JMIR Publications

ABSTRACT

Background:

Metabolic multimorbidity (MC) is prevalent in high-risk populations for diabetes and is linked to cardiovascular disease (CVD) and gut microbiota composition. The relationship between MCs, microbial age (MA), and metabolic markers remains poorly understood.

Objective:

This study investigates the characteristics of MCs and MA in high-risk diabetic populations, focusing on their associations with gut microbiota, metabolic dysregulation, and CVD risk.

Methods:

Using data from the NIH Integrative Human Microbiome Project (iHMP), we performed metabolomic and microbiomic analyses.
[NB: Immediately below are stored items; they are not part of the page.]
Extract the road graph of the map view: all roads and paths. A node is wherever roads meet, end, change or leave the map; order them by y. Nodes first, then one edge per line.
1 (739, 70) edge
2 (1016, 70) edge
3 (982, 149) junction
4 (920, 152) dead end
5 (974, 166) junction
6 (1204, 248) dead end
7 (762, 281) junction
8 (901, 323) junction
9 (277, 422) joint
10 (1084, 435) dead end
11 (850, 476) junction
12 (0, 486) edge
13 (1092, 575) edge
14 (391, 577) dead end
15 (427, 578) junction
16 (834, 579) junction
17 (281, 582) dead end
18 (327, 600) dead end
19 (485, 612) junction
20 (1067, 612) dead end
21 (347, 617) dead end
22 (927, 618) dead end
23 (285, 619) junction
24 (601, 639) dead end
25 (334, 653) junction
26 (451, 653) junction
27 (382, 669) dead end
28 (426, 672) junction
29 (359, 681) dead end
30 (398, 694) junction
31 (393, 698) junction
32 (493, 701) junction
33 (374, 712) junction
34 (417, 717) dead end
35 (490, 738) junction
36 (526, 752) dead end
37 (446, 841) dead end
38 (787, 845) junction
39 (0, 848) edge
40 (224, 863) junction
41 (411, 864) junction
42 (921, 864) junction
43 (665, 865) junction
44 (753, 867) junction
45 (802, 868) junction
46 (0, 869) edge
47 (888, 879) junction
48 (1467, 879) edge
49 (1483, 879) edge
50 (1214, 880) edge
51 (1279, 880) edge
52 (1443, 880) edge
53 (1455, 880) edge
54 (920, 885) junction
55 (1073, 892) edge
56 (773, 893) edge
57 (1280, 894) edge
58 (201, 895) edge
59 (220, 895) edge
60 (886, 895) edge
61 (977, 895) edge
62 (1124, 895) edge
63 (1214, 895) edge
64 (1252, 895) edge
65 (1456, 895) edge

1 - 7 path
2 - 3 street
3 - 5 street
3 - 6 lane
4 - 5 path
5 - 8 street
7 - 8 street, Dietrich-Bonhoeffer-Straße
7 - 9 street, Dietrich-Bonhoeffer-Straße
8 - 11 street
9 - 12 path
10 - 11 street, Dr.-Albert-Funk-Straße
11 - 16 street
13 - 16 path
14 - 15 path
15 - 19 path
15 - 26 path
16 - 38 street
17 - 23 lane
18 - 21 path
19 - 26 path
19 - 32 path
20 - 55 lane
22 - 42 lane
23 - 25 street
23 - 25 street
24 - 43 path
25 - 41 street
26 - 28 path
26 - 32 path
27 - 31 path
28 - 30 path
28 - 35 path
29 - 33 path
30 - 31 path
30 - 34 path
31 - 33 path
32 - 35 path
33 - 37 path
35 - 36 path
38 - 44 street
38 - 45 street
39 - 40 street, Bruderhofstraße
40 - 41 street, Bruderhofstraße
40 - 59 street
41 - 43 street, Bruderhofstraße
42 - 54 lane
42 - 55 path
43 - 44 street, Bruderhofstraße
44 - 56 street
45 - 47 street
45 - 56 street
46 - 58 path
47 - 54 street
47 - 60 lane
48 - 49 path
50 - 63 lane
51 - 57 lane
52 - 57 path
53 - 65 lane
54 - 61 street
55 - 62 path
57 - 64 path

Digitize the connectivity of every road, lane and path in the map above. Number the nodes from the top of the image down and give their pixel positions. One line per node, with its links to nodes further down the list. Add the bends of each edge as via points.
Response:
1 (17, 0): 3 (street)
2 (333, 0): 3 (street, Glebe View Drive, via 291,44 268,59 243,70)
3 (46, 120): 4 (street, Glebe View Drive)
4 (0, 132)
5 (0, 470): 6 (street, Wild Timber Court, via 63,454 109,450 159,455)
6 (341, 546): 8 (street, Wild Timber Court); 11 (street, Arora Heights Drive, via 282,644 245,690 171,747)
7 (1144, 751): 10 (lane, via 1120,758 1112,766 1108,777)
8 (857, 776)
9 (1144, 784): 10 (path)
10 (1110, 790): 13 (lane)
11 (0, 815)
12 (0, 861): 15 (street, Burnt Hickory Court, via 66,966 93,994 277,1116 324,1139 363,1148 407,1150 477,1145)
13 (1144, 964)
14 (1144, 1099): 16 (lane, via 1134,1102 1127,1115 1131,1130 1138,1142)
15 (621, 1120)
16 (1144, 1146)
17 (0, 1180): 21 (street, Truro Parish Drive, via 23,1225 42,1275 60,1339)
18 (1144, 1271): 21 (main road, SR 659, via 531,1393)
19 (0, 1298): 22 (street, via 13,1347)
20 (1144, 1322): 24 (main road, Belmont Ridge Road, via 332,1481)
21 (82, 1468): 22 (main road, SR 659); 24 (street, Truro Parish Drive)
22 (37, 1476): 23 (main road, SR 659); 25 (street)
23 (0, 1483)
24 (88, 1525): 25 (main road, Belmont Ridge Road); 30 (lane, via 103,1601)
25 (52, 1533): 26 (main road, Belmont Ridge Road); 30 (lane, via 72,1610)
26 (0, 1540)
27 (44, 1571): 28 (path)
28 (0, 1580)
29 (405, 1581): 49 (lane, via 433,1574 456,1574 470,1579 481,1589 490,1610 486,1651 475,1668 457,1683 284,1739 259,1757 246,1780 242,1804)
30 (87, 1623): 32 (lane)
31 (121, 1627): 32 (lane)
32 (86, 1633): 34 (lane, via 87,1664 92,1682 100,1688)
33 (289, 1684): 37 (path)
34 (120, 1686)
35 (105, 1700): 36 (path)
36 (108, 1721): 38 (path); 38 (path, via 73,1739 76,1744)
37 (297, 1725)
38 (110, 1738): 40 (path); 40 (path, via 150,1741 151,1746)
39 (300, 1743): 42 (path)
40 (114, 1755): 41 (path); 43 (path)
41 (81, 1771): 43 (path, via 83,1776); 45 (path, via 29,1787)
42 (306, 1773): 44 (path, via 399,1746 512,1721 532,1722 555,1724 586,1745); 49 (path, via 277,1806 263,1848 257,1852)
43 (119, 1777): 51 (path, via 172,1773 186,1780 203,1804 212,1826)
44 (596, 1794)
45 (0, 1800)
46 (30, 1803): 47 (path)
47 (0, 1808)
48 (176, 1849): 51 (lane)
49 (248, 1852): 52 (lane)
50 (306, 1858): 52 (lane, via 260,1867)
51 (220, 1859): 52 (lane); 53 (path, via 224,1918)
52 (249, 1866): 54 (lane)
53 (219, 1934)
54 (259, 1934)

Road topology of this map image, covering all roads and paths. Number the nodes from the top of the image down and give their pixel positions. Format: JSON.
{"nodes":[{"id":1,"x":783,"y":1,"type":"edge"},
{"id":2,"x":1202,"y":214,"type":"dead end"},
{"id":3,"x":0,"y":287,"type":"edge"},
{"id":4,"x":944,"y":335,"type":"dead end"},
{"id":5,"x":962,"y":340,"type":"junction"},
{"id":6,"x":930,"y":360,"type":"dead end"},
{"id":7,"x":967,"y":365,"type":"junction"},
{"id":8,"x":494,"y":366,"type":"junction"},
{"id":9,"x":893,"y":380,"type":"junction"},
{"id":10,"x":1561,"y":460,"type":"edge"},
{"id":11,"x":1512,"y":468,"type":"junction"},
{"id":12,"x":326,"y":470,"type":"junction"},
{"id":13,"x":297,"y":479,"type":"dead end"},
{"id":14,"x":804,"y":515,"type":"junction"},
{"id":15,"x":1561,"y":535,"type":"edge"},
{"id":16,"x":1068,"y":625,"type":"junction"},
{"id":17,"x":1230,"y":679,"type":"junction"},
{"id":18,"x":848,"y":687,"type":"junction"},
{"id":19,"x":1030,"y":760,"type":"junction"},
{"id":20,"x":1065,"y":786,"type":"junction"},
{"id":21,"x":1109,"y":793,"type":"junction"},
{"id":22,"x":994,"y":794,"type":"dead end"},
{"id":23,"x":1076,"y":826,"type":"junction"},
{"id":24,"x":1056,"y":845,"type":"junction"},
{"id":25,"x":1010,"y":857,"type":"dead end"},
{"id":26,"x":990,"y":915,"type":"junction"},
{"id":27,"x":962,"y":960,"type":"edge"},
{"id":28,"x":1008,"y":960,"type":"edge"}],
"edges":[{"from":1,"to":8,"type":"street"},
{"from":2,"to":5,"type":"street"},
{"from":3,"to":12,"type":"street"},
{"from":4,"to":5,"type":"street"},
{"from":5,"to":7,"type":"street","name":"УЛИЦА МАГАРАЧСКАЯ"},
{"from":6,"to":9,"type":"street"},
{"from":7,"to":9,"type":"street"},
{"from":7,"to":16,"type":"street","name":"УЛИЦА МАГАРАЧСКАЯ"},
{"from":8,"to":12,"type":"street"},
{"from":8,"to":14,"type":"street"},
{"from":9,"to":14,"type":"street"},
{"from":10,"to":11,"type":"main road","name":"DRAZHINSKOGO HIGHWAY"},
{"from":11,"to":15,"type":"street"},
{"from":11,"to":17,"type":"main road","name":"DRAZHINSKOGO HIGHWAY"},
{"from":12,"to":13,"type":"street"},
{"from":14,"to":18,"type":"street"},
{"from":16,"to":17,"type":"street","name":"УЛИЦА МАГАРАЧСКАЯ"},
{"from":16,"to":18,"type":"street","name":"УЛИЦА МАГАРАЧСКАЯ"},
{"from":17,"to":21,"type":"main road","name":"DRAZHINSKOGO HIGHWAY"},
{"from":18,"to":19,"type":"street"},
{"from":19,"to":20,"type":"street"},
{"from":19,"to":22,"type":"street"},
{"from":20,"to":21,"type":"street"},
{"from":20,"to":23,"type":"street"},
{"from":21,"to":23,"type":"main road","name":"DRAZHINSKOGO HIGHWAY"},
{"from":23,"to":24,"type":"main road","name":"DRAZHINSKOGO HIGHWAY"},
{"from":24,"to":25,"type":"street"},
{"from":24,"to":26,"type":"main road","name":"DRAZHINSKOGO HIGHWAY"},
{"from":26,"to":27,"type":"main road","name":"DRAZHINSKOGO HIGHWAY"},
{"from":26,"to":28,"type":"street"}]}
K-means clustering identified MCs, and redundancy analysis (RDA) examined the relationship between metabolic variables and microbiota. A random forest (RF) model predicted MA and CVD risk, while linear discriminant analysis effect size (LEfSe) identified microbial species associated with MCs and MA. Co-occurrence network analysis explored microbial interactions.

Results:

Three MCs were identified, each linked to distinct metabolic dysfunctions (glucose, lipid, or homeostasis). RDA revealed age as a major factor in gut microbiota composition (R²=3%). The RF model showed strong MA-age correlation. LEfSe analysis identified Akkermansia and Clostridium IV as key differentially abundant microbes. The high MA group showed greater lipid metabolism dysfunction and CVD risk.

Conclusions:

This study highlights the relationship between MCs, MA, and gut microbiota, providing insights for early intervention and personalized treatment strategies for diabetes and related metabolic disorders. Clinical Trial: Not appliable.